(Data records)
>>>

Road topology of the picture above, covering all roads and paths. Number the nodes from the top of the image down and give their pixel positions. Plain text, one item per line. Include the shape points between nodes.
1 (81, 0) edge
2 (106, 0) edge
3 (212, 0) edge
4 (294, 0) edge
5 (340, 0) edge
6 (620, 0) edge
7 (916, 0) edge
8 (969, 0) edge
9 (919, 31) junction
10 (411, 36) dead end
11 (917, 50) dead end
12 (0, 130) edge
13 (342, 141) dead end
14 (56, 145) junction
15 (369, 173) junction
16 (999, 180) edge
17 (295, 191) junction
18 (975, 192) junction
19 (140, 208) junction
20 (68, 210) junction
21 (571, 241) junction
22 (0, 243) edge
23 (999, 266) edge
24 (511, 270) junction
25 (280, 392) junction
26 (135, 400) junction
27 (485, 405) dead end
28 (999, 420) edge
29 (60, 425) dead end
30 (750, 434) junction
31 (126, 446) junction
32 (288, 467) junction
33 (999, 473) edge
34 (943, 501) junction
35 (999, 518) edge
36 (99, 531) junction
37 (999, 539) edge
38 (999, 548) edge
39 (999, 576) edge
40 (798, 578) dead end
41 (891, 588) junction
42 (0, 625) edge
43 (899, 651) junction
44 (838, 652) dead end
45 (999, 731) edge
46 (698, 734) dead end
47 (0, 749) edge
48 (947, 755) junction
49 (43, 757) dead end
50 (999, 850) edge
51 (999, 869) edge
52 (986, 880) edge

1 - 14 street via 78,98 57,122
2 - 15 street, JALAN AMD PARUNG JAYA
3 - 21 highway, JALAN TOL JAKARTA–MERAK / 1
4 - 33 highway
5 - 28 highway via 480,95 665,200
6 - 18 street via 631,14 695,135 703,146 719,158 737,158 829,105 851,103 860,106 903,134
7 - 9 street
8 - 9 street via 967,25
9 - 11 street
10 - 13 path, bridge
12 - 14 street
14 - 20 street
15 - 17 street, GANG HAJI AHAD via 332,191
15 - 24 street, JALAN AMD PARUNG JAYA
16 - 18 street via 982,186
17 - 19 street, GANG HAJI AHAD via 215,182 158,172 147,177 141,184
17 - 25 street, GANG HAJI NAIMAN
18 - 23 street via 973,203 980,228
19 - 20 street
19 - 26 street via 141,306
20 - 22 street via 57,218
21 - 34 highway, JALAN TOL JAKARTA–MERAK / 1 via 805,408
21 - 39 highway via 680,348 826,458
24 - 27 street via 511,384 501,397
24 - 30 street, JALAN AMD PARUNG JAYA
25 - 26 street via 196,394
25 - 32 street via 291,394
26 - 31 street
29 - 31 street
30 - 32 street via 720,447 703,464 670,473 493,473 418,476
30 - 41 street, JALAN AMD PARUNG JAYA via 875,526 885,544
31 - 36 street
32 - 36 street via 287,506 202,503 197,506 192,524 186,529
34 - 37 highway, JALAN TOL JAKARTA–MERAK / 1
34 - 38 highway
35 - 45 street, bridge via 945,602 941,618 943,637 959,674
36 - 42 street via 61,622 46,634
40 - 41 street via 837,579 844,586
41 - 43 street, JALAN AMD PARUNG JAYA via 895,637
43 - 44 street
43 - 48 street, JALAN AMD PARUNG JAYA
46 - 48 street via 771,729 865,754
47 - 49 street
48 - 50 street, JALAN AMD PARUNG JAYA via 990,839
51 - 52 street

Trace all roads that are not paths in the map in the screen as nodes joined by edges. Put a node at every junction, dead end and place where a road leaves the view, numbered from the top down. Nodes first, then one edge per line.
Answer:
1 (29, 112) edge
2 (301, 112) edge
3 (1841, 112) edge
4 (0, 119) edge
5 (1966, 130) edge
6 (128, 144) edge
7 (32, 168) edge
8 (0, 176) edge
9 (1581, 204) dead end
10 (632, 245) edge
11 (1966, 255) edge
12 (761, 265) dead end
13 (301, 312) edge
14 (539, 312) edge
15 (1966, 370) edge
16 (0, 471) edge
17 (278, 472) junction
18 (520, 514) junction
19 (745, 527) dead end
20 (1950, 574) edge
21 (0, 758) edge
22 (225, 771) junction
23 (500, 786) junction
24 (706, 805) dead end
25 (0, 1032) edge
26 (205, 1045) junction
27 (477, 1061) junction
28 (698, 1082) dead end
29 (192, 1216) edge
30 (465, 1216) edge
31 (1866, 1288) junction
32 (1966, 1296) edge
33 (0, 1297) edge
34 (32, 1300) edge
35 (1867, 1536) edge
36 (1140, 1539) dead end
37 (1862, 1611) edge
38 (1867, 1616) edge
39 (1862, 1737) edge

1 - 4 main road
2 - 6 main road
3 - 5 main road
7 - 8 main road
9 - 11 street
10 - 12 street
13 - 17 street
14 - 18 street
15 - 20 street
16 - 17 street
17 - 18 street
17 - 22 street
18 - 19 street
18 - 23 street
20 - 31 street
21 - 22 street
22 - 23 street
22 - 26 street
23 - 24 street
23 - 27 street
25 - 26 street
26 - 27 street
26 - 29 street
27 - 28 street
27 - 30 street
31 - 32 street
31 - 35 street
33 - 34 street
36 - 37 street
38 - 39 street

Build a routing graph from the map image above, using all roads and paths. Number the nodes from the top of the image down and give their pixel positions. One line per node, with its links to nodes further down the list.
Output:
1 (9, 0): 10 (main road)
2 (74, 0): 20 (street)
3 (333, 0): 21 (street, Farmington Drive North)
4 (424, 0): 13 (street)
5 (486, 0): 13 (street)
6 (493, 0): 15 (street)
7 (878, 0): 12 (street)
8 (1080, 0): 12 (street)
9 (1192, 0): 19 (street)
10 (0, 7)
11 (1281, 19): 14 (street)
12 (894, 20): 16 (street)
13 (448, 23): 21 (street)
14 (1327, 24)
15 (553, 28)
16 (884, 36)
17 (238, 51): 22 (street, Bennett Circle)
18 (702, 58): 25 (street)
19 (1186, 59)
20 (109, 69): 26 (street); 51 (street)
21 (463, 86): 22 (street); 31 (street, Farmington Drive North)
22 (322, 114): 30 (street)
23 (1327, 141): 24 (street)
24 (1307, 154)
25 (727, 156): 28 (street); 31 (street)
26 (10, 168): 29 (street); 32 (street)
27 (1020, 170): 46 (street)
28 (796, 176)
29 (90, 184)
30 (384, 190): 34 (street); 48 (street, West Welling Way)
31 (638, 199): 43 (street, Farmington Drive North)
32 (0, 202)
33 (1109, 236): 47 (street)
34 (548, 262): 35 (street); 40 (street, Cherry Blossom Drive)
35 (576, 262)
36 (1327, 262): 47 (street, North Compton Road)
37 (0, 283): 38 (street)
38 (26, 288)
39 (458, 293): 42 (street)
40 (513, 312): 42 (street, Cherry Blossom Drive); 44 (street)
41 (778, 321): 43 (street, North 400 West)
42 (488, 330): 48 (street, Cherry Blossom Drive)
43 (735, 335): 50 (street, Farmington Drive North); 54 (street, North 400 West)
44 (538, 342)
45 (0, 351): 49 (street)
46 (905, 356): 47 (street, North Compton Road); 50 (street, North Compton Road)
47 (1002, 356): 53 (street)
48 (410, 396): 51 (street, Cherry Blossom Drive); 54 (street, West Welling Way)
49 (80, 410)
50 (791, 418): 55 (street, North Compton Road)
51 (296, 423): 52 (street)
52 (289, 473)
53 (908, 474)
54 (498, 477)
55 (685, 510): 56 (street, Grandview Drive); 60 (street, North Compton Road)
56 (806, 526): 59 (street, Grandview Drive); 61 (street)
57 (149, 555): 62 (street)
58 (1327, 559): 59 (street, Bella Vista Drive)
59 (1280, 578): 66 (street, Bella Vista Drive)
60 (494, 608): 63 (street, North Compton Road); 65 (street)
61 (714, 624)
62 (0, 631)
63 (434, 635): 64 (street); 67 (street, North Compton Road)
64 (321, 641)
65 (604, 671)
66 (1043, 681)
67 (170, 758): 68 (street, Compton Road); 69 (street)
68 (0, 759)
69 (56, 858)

<<<

### Exercise requirements
Count the lines of the data that include the string "above", and give only that number.

### Result
2